Comment 22 Jakub Jelinek 2022-06-24 16:55:38 UTC
(In reply to Linus Torvalds from comment #21)
> Whee.
> 
> Why does gcc have that constraint, btw? I tried to look at the clang code
> generation once more, and I don't *think* clang has the same constraint, and
> maybe that is why it does so much better?

Registers in RTL have just a single register number and mode (ok, it has some extra info, but not a set of registers).  When it is a pseudo register, that doesn't constrain anything, it is just
(reg:DI 175).
But when it is a hard register, it still has just a single register number,
so there is no way to express through that non-consecutive set of registers,
so
(reg:DI 4)
needs to be di:si pair etc.
If the wider registers are narrowed before register allocation, it is just
a pair like (reg:SI 123) (reg:SI 256) and it can be allowed anywhere.
If we wanted RA to allocate non-consecutive registers, we'd need to represent that differently (say as concatenation of SImode registers), but then it wouldn't be accepted by constraints and predicates of most of the define_insn_and_split patterns.
Comment 23 Linus Torvalds 2022-06-24 17:06:17 UTC
(In reply to Jakub Jelinek from comment #22)
> 
> If the wider registers are narrowed before register allocation, it is just
> a pair like (reg:SI 123) (reg:SI 256) and it can be allowed anywhere.

That was more what I was thinking - why is the DImode information being kept so long?

I realize that you want to do a lot of the early CSE etc operations at that higher level, but by the time you are actually allocating registers and thinking about spilling them, why is it still a DImode thing?

And this now brings back my memory of the earlier similar discussion - it wasn't about DImode code generation, it was about bitfield code generation being horrendous, where gcc was keeping the whole "this is a bitfield" information around for a long time and as a result generating truly horrendous code. When it looked like it instead should just have turned it into a load and shift early, and then doing all the sane optimizations at that level (ie rewriting simple bitfield code to just do loads and shifts generated *much* better code than using bitfields).

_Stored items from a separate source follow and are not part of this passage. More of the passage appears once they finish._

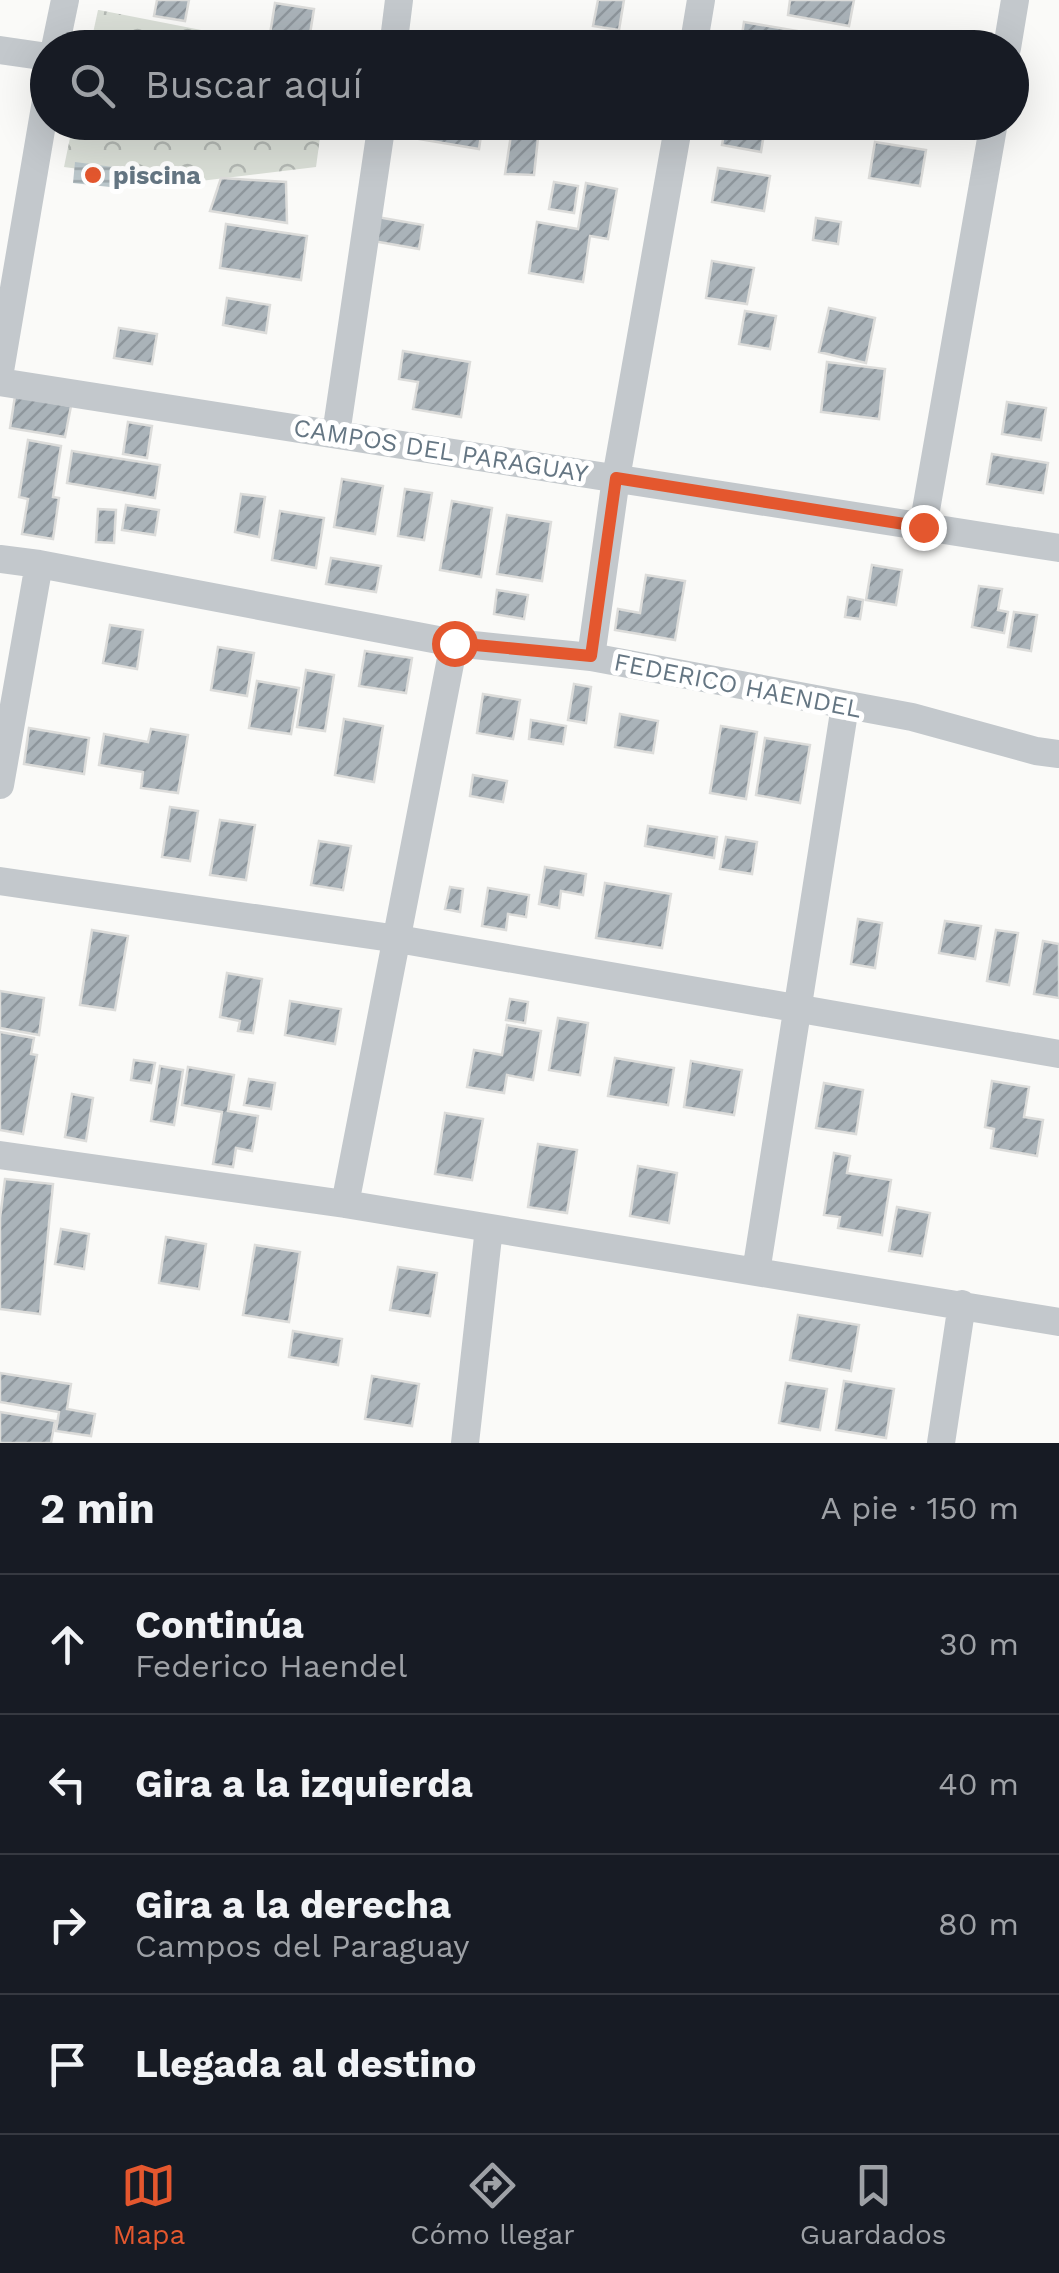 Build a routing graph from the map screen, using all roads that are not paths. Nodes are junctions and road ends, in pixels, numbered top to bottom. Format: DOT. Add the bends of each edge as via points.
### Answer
graph roads {
  1 [pos="65,0"];
  2 [pos="400,0"];
  3 [pos="701,0"];
  4 [pos="1016,0"];
  5 [pos="59,30"];
  6 [pos="395,30"];
  7 [pos="696,30"];
  8 [pos="1010,30"];
  9 [pos="0,50"];
  10 [pos="30,54"];
  11 [pos="39,140"];
  12 [pos="379,140"];
  13 [pos="676,140"];
  14 [pos="991,140"];
  15 [pos="0,371"];
  16 [pos="0,382"];
  17 [pos="336,434"];
  18 [pos="616,478"];
  19 [pos="923,527"];
  20 [pos="1059,548"];
  21 [pos="0,560"];
  22 [pos="38,564"];
  23 [pos="454,643"];
  24 [pos="591,656"];
  25 [pos="845,706"];
  26 [pos="1059,754"];
  27 [pos="0,785"];
  28 [pos="0,880"];
  29 [pos="398,939"];
  30 [pos="796,1009"];
  31 [pos="1059,1054"];
  32 [pos="0,1155"];
  33 [pos="345,1204"];
  34 [pos="489,1228"];
  35 [pos="756,1272"];
  36 [pos="962,1304"];
  37 [pos="1059,1322"];
  38 [pos="464,1443"];
  39 [pos="941,1443"];
  1 -- 5 [label="street"];
  2 -- 6 [label="street"];
  3 -- 7 [label="street"];
  4 -- 8 [label="street"];
  9 -- 10 [label="street"];
  11 -- 15 [label="street"];
  12 -- 17 [label="street"];
  13 -- 18 [label="street"];
  14 -- 19 [label="street"];
  16 -- 17 [label="street, CAMPOS DEL PARAGUAY"];
  17 -- 18 [label="street, CAMPOS DEL PARAGUAY"];
  18 -- 19 [label="street, CAMPOS DEL PARAGUAY"];
  18 -- 24 [label="street"];
  19 -- 20 [label="street, CAMPOS DEL PARAGUAY"];
  21 -- 22 [label="street, FEDERICO HAENDEL"];
  22 -- 23 [label="street, FEDERICO HAENDEL"];
  22 -- 27 [label="street"];
  23 -- 24 [label="street, FEDERICO HAENDEL"];
  23 -- 29 [label="street"];
  24 -- 25 [label="street, FEDERICO HAENDEL"];
  25 -- 26 [label="street, FEDERICO HAENDEL"];
  25 -- 30 [label="street"];
  28 -- 29 [label="street"];
  29 -- 30 [label="street"];
  29 -- 33 [label="street"];
  30 -- 31 [label="street"];
  30 -- 35 [label="street"];
  32 -- 33 [label="street"];
  33 -- 34 [label="street"];
  34 -- 35 [label="street"];
  34 -- 38 [label="street"];
  35 -- 36 [label="street"];
  36 -- 37 [label="street"];
  36 -- 39 [label="street"];
} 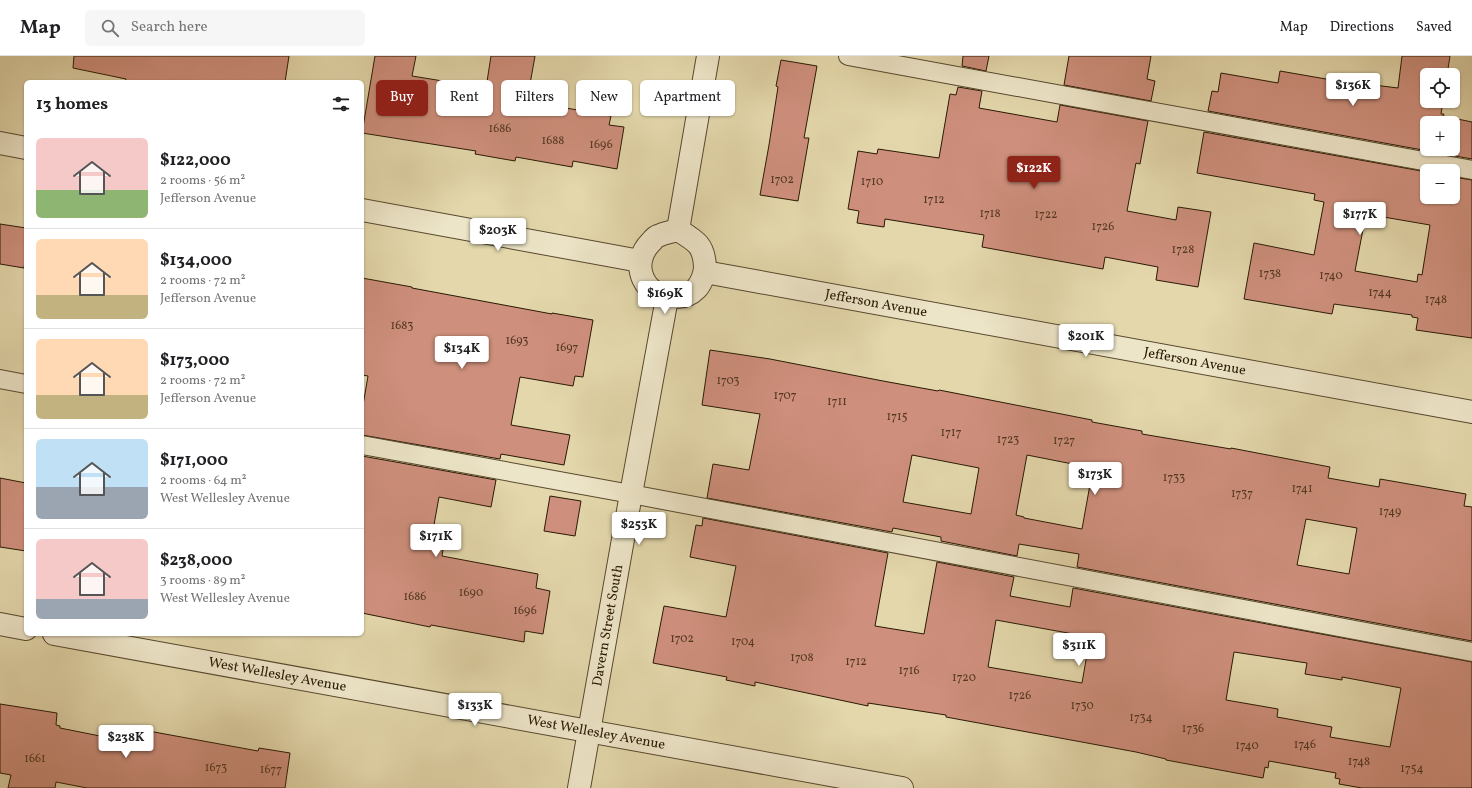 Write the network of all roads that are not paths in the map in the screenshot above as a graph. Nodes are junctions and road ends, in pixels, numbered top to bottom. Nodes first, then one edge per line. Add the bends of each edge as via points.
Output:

But this is just my personal curiosity at this point - it looks like Roger Sayle's patch has fixed the immediate problem, so the big issue is solved. And maybe the fact that clang is doing so much better is due to something else entirely - it just _looks_ like it might be this artificial constraint by gcc that makes it do bad register and spill choices.
Comment 24 Linus Torvalds 2022-06-24 17:19:09 UTC
(In reply to Linus Torvalds from comment #23)
> 
> And this now brings back my memory of the earlier similar discussion - it
> wasn't about DImode code generation, it was about bitfield code generation
> being horrendous,

Searching around, it's this one from 2011:

  https://gcc.gnu.org/bugzilla/show_bug.cgi?id=48696

not really related to this issue, apart from the superficially similar issue with oddly bad code generation.
Comment 25 Jakub Jelinek 2022-06-24 17:33:54 UTC
(In reply to Linus Torvalds from comment #23)
> (In reply to Jakub Jelinek from comment #22)
> > 
> > If the wider registers are narrowed before register allocation, it is just
> > a pair like (reg:SI 123) (reg:SI 256) and it can be allowed anywhere.
> 
> That was more what I was thinking - why is the DImode information being kept
> so long?

This is what is being discussed here.
Some possibilities are lower these multi-word operations during expansion from GIMPLE to RTL (after all, the generic code usually does that without anything special needed on the backend side unless one declares the backend can do that better), one counter-argument to that is the x86 STV pass which uses vector operations for 2 word operations when possible and it won't really work when it is lowered during expansion.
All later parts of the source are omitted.